Après qu'il eut mis en usage toutes sortes de prières, employé les menaces et juré qu'il parlait sérieusement, Lucrèce par la crainte d'une mort pleine d'opprobre fut enfin obligée de céder à la violence et de souffrir tout ce qu'il voulut.

VII. DES qu'il fut jour, Sextus retourna au camp après avoir assouvi sa passion brutale qui devait causer sa perte. Cependant Lucrèce outrée de l'affront qui venait de lui arriver, monte promptement sur un char, et revêtue d'un habit noir sous lequel elle avait caché un poignard, elle s'en va à Rome plongée dans la douleur ; elle baisse les yeux et répand des torrents de larmes, elle ne salue pas même ceux qu'elle rencontre, elle ne parle à personne, et si quelqu'un lui demande le sujet de sa tristesse elle ne lui répond pas un mot.
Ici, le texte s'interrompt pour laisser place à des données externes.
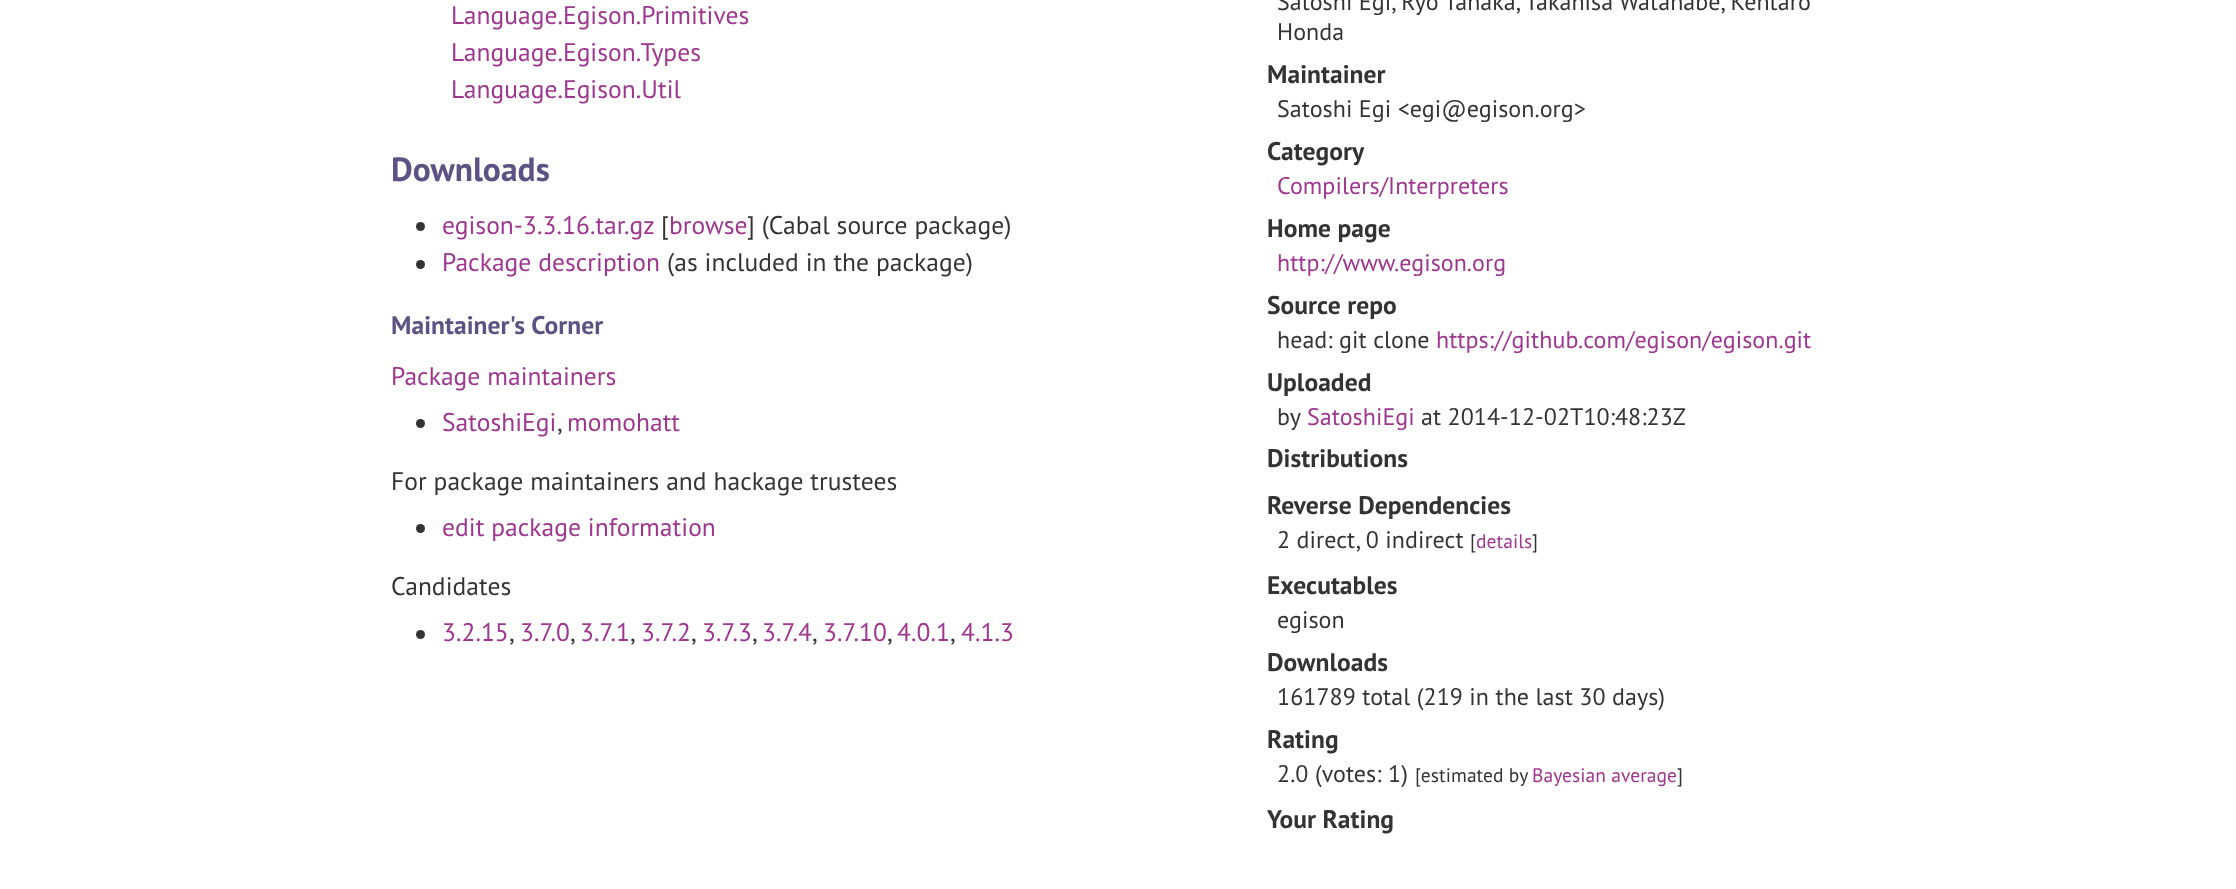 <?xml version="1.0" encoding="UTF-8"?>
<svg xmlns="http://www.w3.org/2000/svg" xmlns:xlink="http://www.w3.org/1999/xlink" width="2236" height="889">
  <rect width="100%" height="100%" fill="#ffffff" />
  <circle cx="420.5" cy="226.5" r="4.5" fill="#333333" />
  <circle cx="420.5" cy="264.5" r="4.5" fill="#333333" />
  <circle cx="420.5" cy="423.5" r="4.5" fill="#333333" />
  <circle cx="420.5" cy="528.5" r="4.5" fill="#333333" />
  <circle cx="420.5" cy="634.5" r="4.5" fill="#333333" />
  <text x="451" y="24" style="font-family: PT Sans; font-size: 25.5px; letter-spacing: 0.05px; fill: #9e358f">Language.Egison.Primitives</text>
  <text x="451" y="61" style="font-family: PT Sans; font-size: 25.5px; letter-spacing: 0.05px; fill: #9e358f">Language.Egison.Types</text>
  <text x="451" y="98" style="font-family: PT Sans; font-size: 25.5px; letter-spacing: 0.05px; fill: #9e358f">Language.Egison.Util</text>
  <text x="391" y="181" style="font-family: PT Sans; font-size: 33.5px; font-weight: bold; letter-spacing: 0.05px; fill: #5e5184">Downloads</text>
  <text x="442" y="234" style="font-family: PT Sans; font-size: 25.5px; letter-spacing: 0.05px; fill: #9e358f">egison-3.3.16.tar.gz</text>
  <text x="661" y="234" style="font-family: PT Sans; font-size: 25.5px; letter-spacing: 0.05px; fill: #333333">[</text>
  <text x="669" y="234" style="font-family: PT Sans; font-size: 25.5px; letter-spacing: 0.05px; fill: #9e358f">browse</text>
  <text x="747" y="234" style="font-family: PT Sans; font-size: 25.5px; letter-spacing: 0.05px; fill: #333333">] (Cabal source package)</text>
  <text x="442" y="271" style="font-family: PT Sans; font-size: 25.5px; letter-spacing: 0.05px; fill: #9e358f">Package description</text>
  <text x="667" y="271" style="font-family: PT Sans; font-size: 25.5px; letter-spacing: 0.05px; fill: #333333">(as included in the package)</text>
  <text x="391" y="334" style="font-family: PT Sans; font-size: 25.5px; font-weight: bold; letter-spacing: 0.05px; fill: #5e5184">Maintainer's Corner</text>
  <text x="391" y="385" style="font-family: PT Sans; font-size: 25.5px; letter-spacing: 0.05px; fill: #9e358f">Package maintainers</text>
  <text x="442" y="431" style="font-family: PT Sans; font-size: 25.5px; letter-spacing: 0.05px; fill: #9e358f">SatoshiEgi</text>
  <text x="567" y="431" style="font-family: PT Sans; font-size: 25.5px; letter-spacing: 0.05px; fill: #9e358f">momohatt</text>
  <text x="557" y="431" style="font-family: PT Sans; font-size: 25.5px; letter-spacing: 0.05px; fill: #333333">,</text>
  <text x="391" y="490" style="font-family: PT Sans; font-size: 25.5px; letter-spacing: 0.05px; fill: #333333">For package maintainers and hackage trustees</text>
  <text x="442" y="536" style="font-family: PT Sans; font-size: 25.5px; letter-spacing: 0.05px; fill: #9e358f">edit package information</text>
  <text x="391" y="595" style="font-family: PT Sans; font-size: 25.5px; letter-spacing: 0.05px; fill: #333333">Candidates</text>
  <text x="442" y="641" style="font-family: PT Sans; font-size: 25.5px; letter-spacing: 0.05px; fill: #9e358f">3.2.15</text>
  <text x="520" y="641" style="font-family: PT Sans; font-size: 25.5px; letter-spacing: 0.05px; fill: #9e358f">3.7.0</text>
  <text x="580" y="641" style="font-family: PT Sans; font-size: 25.5px; letter-spacing: 0.05px; fill: #9e358f">3.7.1</text>
  <text x="641" y="641" style="font-family: PT Sans; font-size: 25.5px; letter-spacing: 0.05px; fill: #9e358f">3.7.2</text>
  <text x="702" y="641" style="font-family: PT Sans; font-size: 25.5px; letter-spacing: 0.05px; fill: #9e358f">3.7.3</text>
  <text x="762" y="641" style="font-family: PT Sans; font-size: 25.5px; letter-spacing: 0.05px; fill: #9e358f">3.7.4</text>
  <text x="823" y="641" style="font-family: PT Sans; font-size: 25.5px; letter-spacing: 0.05px; fill: #9e358f">3.7.10</text>
  <text x="897" y="641" style="font-family: PT Sans; font-size: 25.5px; letter-spacing: 0.05px; fill: #9e358f">4.0.1</text>
  <text x="961" y="641" style="font-family: PT Sans; font-size: 25.5px; letter-spacing: 0.05px; fill: #9e358f">4.1.3</text>
  <text x="509" y="641" style="font-family: PT Sans; font-size: 25.5px; letter-spacing: 0.05px; fill: #333333">,</text>
  <text x="570" y="641" style="font-family: PT Sans; font-size: 25.5px; letter-spacing: 0.05px; fill: #333333">,</text>
  <text x="630" y="641" style="font-family: PT Sans; font-size: 25.5px; letter-spacing: 0.05px; fill: #333333">,</text>
  <text x="691" y="641" style="font-family: PT Sans; font-size: 25.5px; letter-spacing: 0.05px; fill: #333333">,</text>
  <text x="752" y="641" style="font-family: PT Sans; font-size: 25.5px; letter-spacing: 0.05px; fill: #333333">,</text>
  <text x="812" y="641" style="font-family: PT Sans; font-size: 25.5px; letter-spacing: 0.05px; fill: #333333">,</text>
  <text x="887" y="641" style="font-family: PT Sans; font-size: 25.5px; letter-spacing: 0.05px; fill: #333333">,</text>
  <text x="950" y="641" style="font-family: PT Sans; font-size: 25.5px; letter-spacing: 0.05px; fill: #333333">,</text>
  <text x="1277" y="10" style="font-family: PT Sans; font-size: 24px; letter-spacing: 0.05px; fill: #333333">Satoshi Egi, Ryo Tanaka, Takahisa Watanabe, Kentaro</text>
  <text x="1277" y="40" style="font-family: PT Sans; font-size: 24px; letter-spacing: 0.05px; fill: #333333">Honda</text>
  <text x="1267" y="83" style="font-family: PT Sans; font-size: 25.5px; font-weight: bold; letter-spacing: 0.05px; fill: #333333">Maintainer</text>
  <text x="1277" y="117" style="font-family: PT Sans; font-size: 24px; letter-spacing: 0.05px; fill: #333333">Satoshi Egi &lt;egi@egison.org&gt;</text>
  <text x="1267" y="160" style="font-family: PT Sans; font-size: 25.5px; font-weight: bold; letter-spacing: 0.05px; fill: #333333">Category</text>
  <text x="1277" y="194" style="font-family: PT Sans; font-size: 24px; letter-spacing: 0.05px; fill: #9e358f">Compilers/Interpreters</text>
  <text x="1267" y="237" style="font-family: PT Sans; font-size: 25.5px; font-weight: bold; letter-spacing: 0.05px; fill: #333333">Home page</text>
  <text x="1277" y="271" style="font-family: PT Sans; font-size: 24px; letter-spacing: 0.05px; fill: #9e358f">http://www.egison.org</text>
  <text x="1267" y="314" style="font-family: PT Sans; font-size: 25.5px; font-weight: bold; letter-spacing: 0.05px; fill: #333333">Source repo</text>
  <text x="1277" y="348" style="font-family: PT Sans; font-size: 24px; letter-spacing: 0.05px; fill: #333333">head: git clone</text>
  <text x="1436" y="348" style="font-family: PT Sans; font-size: 24px; letter-spacing: 0.05px; fill: #9e358f">https://github.com/egison/egison.git</text>
  <text x="1267" y="391" style="font-family: PT Sans; font-size: 25.5px; font-weight: bold; letter-spacing: 0.05px; fill: #333333">Uploaded</text>
  <text x="1277" y="425" style="font-family: PT Sans; font-size: 24px; letter-spacing: 0.05px; fill: #333333">by</text>
  <text x="1307" y="425" style="font-family: PT Sans; font-size: 24px; letter-spacing: 0.05px; fill: #9e358f">SatoshiEgi</text>
  <text x="1421" y="425" style="font-family: PT Sans; font-size: 24px; letter-spacing: 0.05px; fill: #333333">at 2014-12-02T10:48:23Z</text>
  <text x="1267" y="467" style="font-family: PT Sans; font-size: 25.5px; font-weight: bold; letter-spacing: 0.05px; fill: #333333">Distributions</text>
  <text x="1267" y="514" style="font-family: PT Sans; font-size: 25.5px; font-weight: bold; letter-spacing: 0.05px; fill: #333333">Reverse Dependencies</text>
  <text x="1277" y="548" style="font-family: PT Sans; font-size: 24px; letter-spacing: 0.05px; fill: #333333">2 direct, 0 indirect</text>
  <text x="1470" y="548" style="font-family: PT Sans; font-size: 19.5px; letter-spacing: 0.05px; fill: #333333">[</text>
  <text x="1476" y="548" style="font-family: PT Sans; font-size: 19.5px; letter-spacing: 0.05px; fill: #9e358f">details</text>
  <text x="1532" y="548" style="font-family: PT Sans; font-size: 19.5px; letter-spacing: 0.05px; fill: #333333">]</text>
  <text x="1267" y="594" style="font-family: PT Sans; font-size: 25.5px; font-weight: bold; letter-spacing: 0.05px; fill: #333333">Executables</text>
  <text x="1277" y="628" style="font-family: PT Sans; font-size: 24px; letter-spacing: 0.05px; fill: #333333">egison</text>
  <text x="1267" y="671" style="font-family: PT Sans; font-size: 25.5px; font-weight: bold; letter-spacing: 0.05px; fill: #333333">Downloads</text>
  <text x="1277" y="705" style="font-family: PT Sans; font-size: 24px; letter-spacing: 0.05px; fill: #333333">161789 total (219 in the last 30 days)</text>
  <text x="1267" y="748" style="font-family: PT Sans; font-size: 25.5px; font-weight: bold; letter-spacing: 0.05px; fill: #333333">Rating</text>
  <text x="1277" y="782" style="font-family: PT Sans; font-size: 24px; letter-spacing: 0.05px; fill: #333333">2.0 (votes: 1)</text>
  <text x="1415" y="782" style="font-family: PT Sans; font-size: 19.5px; letter-spacing: 0.05px; fill: #333333">[estimated by</text>
  <text x="1532" y="782" style="font-family: PT Sans; font-size: 19.5px; letter-spacing: 0.05px; fill: #9e358f">Bayesian average</text>
  <text x="1677" y="782" style="font-family: PT Sans; font-size: 19.5px; letter-spacing: 0.05px; fill: #333333">]</text>
  <text x="1267" y="828" style="font-family: PT Sans; font-size: 25.5px; font-weight: bold; letter-spacing: 0.05px; fill: #333333">Your Rating</text>
</svg>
VIII. LUCRECE arrive à la maison de son père, où par hasard il y avait alors quelques-uns de ses parents. Elle entre, elle se jette à ses pieds, elle embrasse ses genoux et les arrose de ses larmes, mais sans dire une seule parole. Lucrétius la relève, il lui demande ce qui lui est arrivé, il la presse, il la conjure d'expliquer la cause de sa douleur. 
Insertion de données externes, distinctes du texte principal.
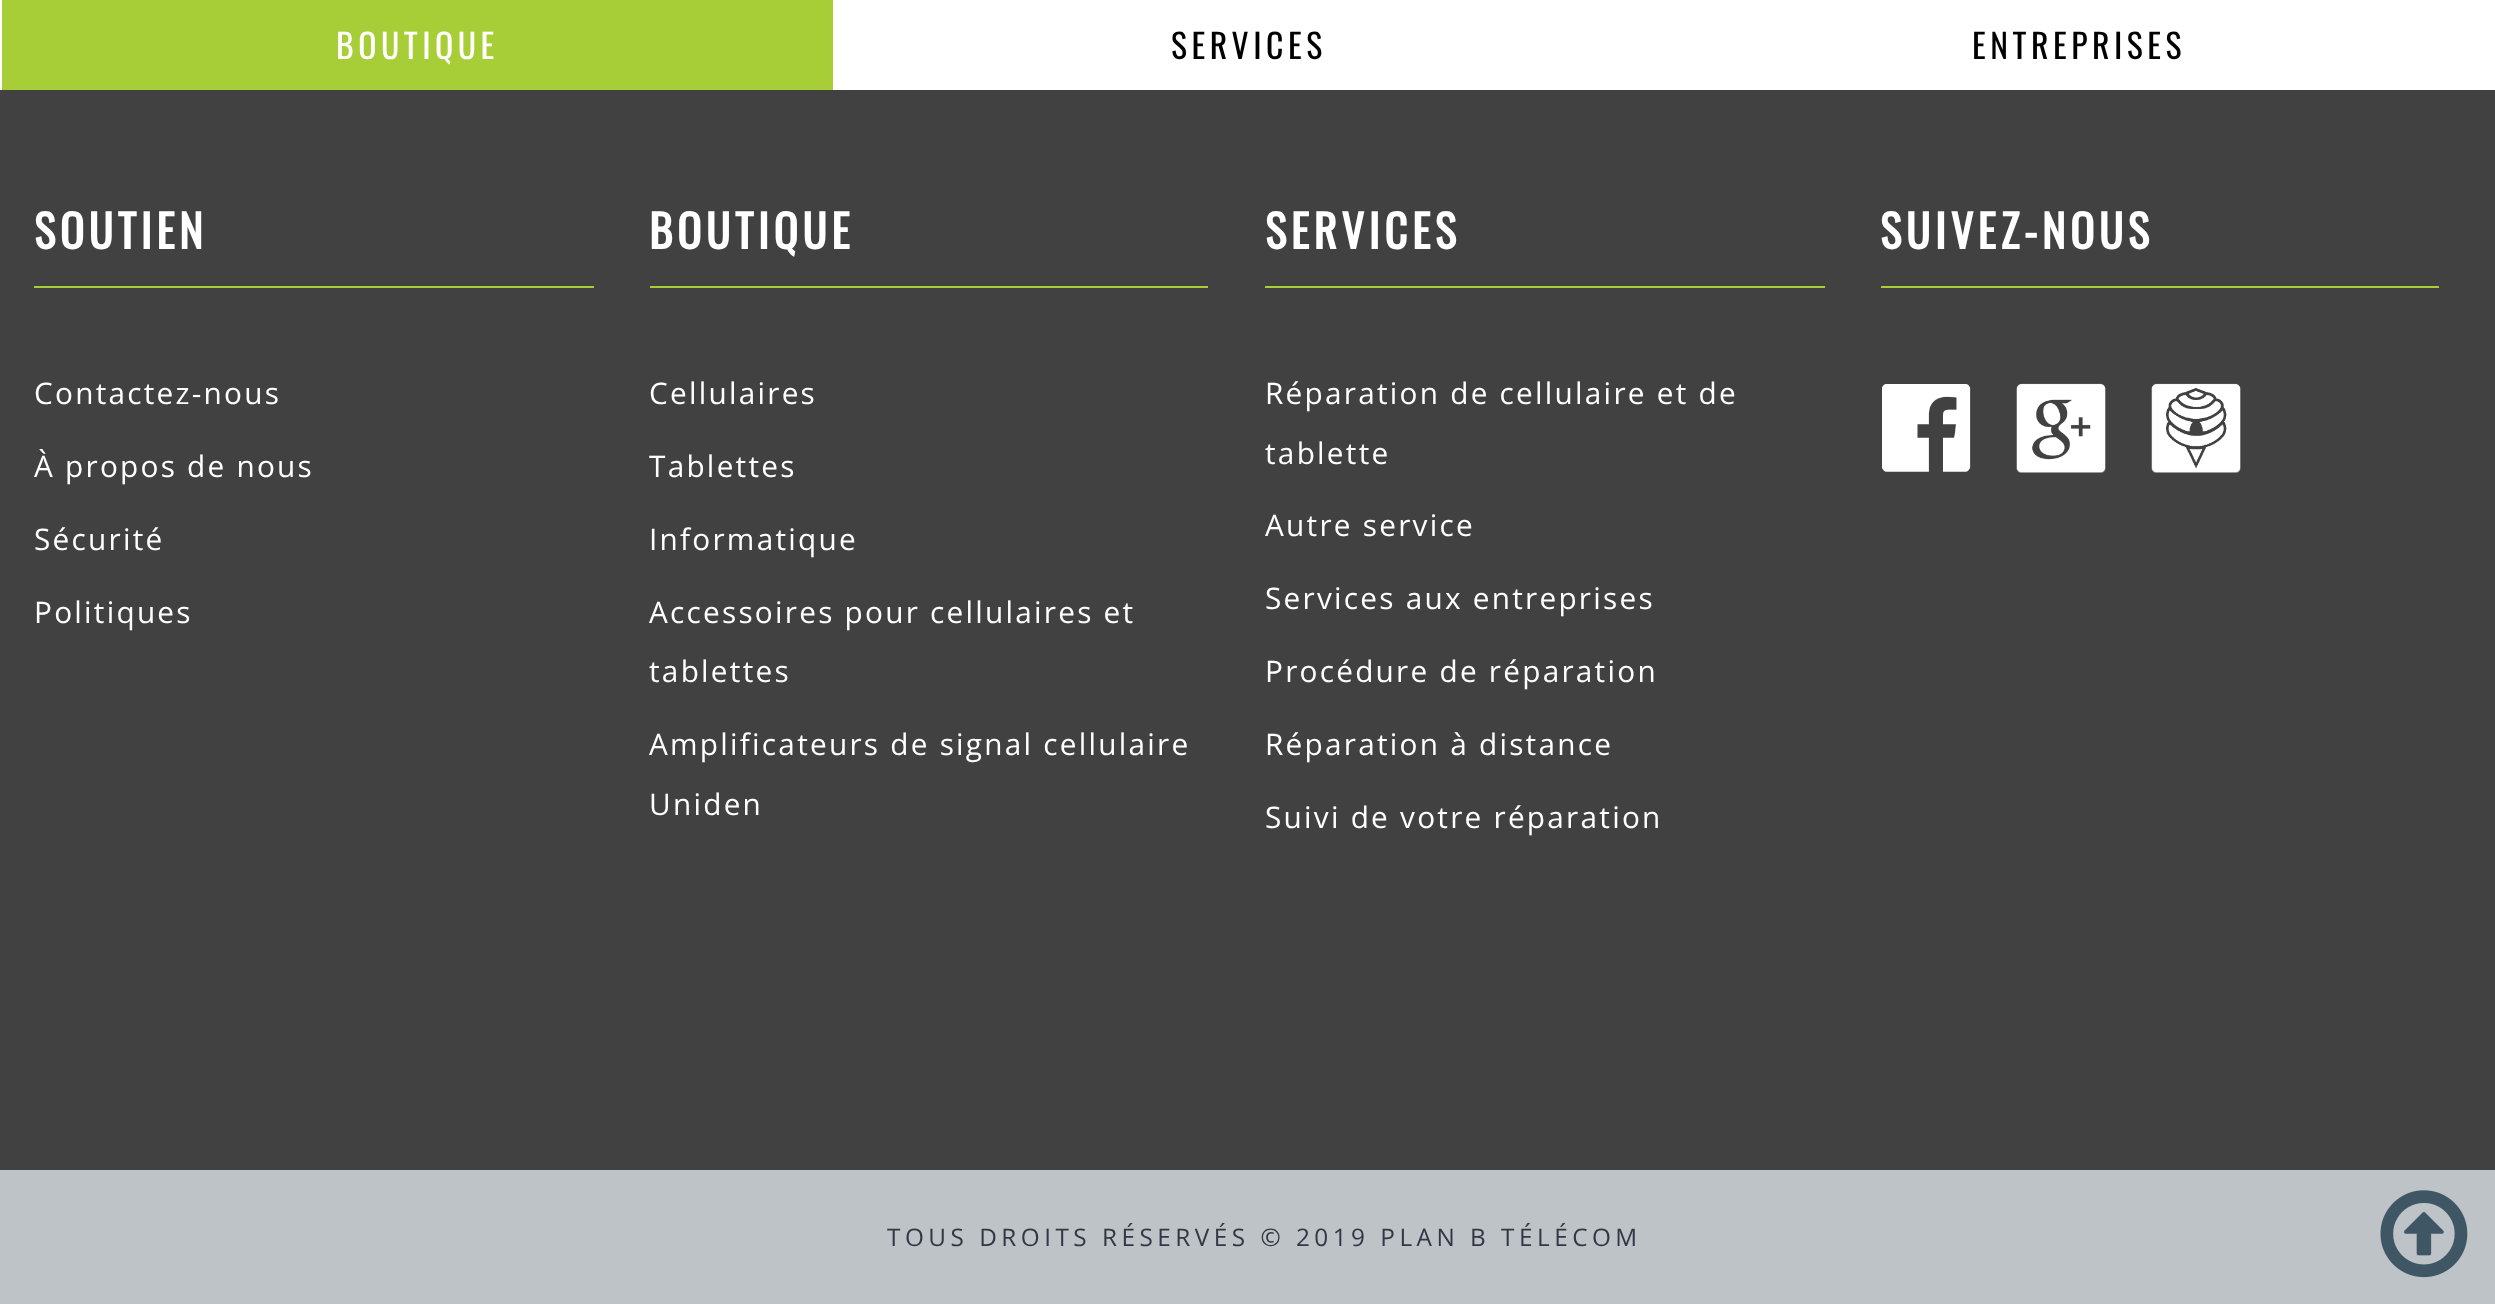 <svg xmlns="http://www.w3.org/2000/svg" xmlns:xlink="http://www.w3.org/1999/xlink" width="2495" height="1304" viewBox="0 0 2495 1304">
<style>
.cls-1{font:33.75px Oswald;letter-spacing:4.5px;fill:#ffffff}
.cls-2{font:33.75px Oswald;letter-spacing:4.5px;fill:#000000}
.cls-3{font:bold 45px Oswald;letter-spacing:4.5px;fill:#ffffff}
.cls-4{font:29.75px Open Sans;letter-spacing:2.25px;fill:#ffffff}
.cls-5{font:24.3px Open Sans;letter-spacing:4.5px;fill:#333745}
</style>
<rect width="100%" height="100%" fill="#414141"/>
<rect fill="#ffffff" x="833" y="0" width="1662" height="90"/>
<rect fill="#a8ce37" x="2" y="0" width="831" height="90"/>
<rect fill="#ffffff" x="0" y="0" width="2" height="90"/>
<rect fill="#a8cf38" x="34" y="286" width="560" height="2"/>
<rect fill="#a8cf38" x="650" y="286" width="558" height="2"/>
<rect fill="#a8cf38" x="1265" y="286" width="560" height="2"/>
<rect fill="#a8cf38" x="1881" y="286" width="558" height="2"/>
<image xlink:href="image0.png" x="1882" y="384" width="89" height="88"/>
<image xlink:href="image1.png" x="2016" y="383" width="90" height="90"/>
<image xlink:href="image2.png" x="2151" y="383" width="90" height="90"/>
<rect fill="#bdc3c7" x="0" y="1170" width="2495" height="134"/>
<image xlink:href="image3.png" x="2380" y="1190" width="88" height="88"/>
<text class="cls-1" x="336" y="59">BOUTIQUE</text>
<text class="cls-2" x="1171" y="59">SERVICES</text>
<text class="cls-2" x="1972" y="59">ENTREPRISES</text>
<text class="cls-3" x="34" y="249">SOUTIEN</text>
<text class="cls-4" x="34" y="404">Contactez-nous</text>
<text class="cls-4" x="34" y="477">À propos de nous</text>
<text class="cls-4" x="34" y="550">Sécurité</text>
<text class="cls-4" x="34" y="623">Politiques</text>
<text class="cls-3" x="649" y="249">BOUTIQUE</text>
<text class="cls-4" x="649" y="404">Cellulaires</text>
<text class="cls-4" x="649" y="477">Tablettes</text>
<text class="cls-4" x="649" y="550">Informatique</text>
<text class="cls-4"><tspan x="649" y="623">Accessoires pour cellulaires et</tspan><tspan x="649" y="682">tablettes</tspan></text>
<text class="cls-4" x="649" y="755">Amplificateurs de signal cellulaire</text>
<text class="cls-4" x="649" y="815">Uniden</text>
<text class="cls-3" x="1265" y="249">SERVICES</text>
<text class="cls-4" x="1265" y="404">Réparation de cellulaire et de</text>
<text class="cls-4" x="1265" y="464">tablette</text>
<text class="cls-4" x="1265" y="536">Autre service</text>
<text class="cls-4" x="1265" y="609">Services aux entreprises</text>
<text class="cls-4" x="1265" y="682">Procédure de réparation</text>
<text class="cls-4" x="1265" y="755">Réparation à distance</text>
<text class="cls-4" x="1265" y="828">Suivi de votre réparation</text>
<text class="cls-3" x="1880" y="249">SUIVEZ-NOUS</text>
<text class="cls-5" x="887" y="1246">TOUS DROITS RÉSERVÉS © 2019 PLAN B TÉLÉCOM</text>
</svg>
«  Mon père, lui dit-elle, je me jette à vos pieds, et vous supplie de venger le cruel affront que j'ai reçu. Faites-moi justice de cet opprobre, et ne laissez pas impuni l'outrage qu'on a fait à votre fille ; outrage plus honteux et plus insupportable que la mort même. »

Lucrétius étonné de ce langage qui ne frappa pas moins ceux qui étaient présents, lui demande quel est cet affront, qui en est l'auteur. 

« Mon père, dit Lucrèce, dans un moment je vous apprendrai mon malheur. Mais auparavant, accordez moi, mon cher père, une grâce que je vous demande. Faites venir le plus grand nombre que vous pourrez de nos parents et de nos amis, afin qu'ils apprennent de moi-même, et  non par d'autres, le funeste accident qui m'est arrivé. Quand je vous aurai instruits de mon infortune, de la nécessité où je me et trouve et de l'injure insupportable qui m'a été faite, cherchez ensemble, je vous en conjure, les moyens de venger un affront qui rejaillit sur vous tous. »

Peu de temps après, un grand nombre de citoyens de la première distinction s'assemblent chez Lucrétius avec toute la diligence qu'elle demandait, et elle leur raconta dès le commencement toute l'histoire de son infortune.

IX. APRES ce récit, Lucrèce embrasse tendrement son père, elle le conjure lui et toute l'assemblée de s'armer pour venger l'affront, elle prie les dieux et les génies de la délivrer au plutôt d'une vie pleine d'opprobre, et tirant le poignard qu'elle avait caché sous sa robe elle s'en donne un coup dans la poitrine et le plonge jusqu'au cœur. Aussitôt les femmes éplorées poussent des gémissements, on n'entend que des sanglots par toute la maison, l'air retentit de leurs hurlements épouvantables. Son père cependant la tient entre ses bras, il l'embrasse étroitement, il l'appelle par son nom, il s'empresse, il s'efforce de la faire revenir de sa blessure : mais tous ses soins sont inutiles ; Lucrèce palpitant dans les embrassements de son père, expire enfin après une pénible agonie.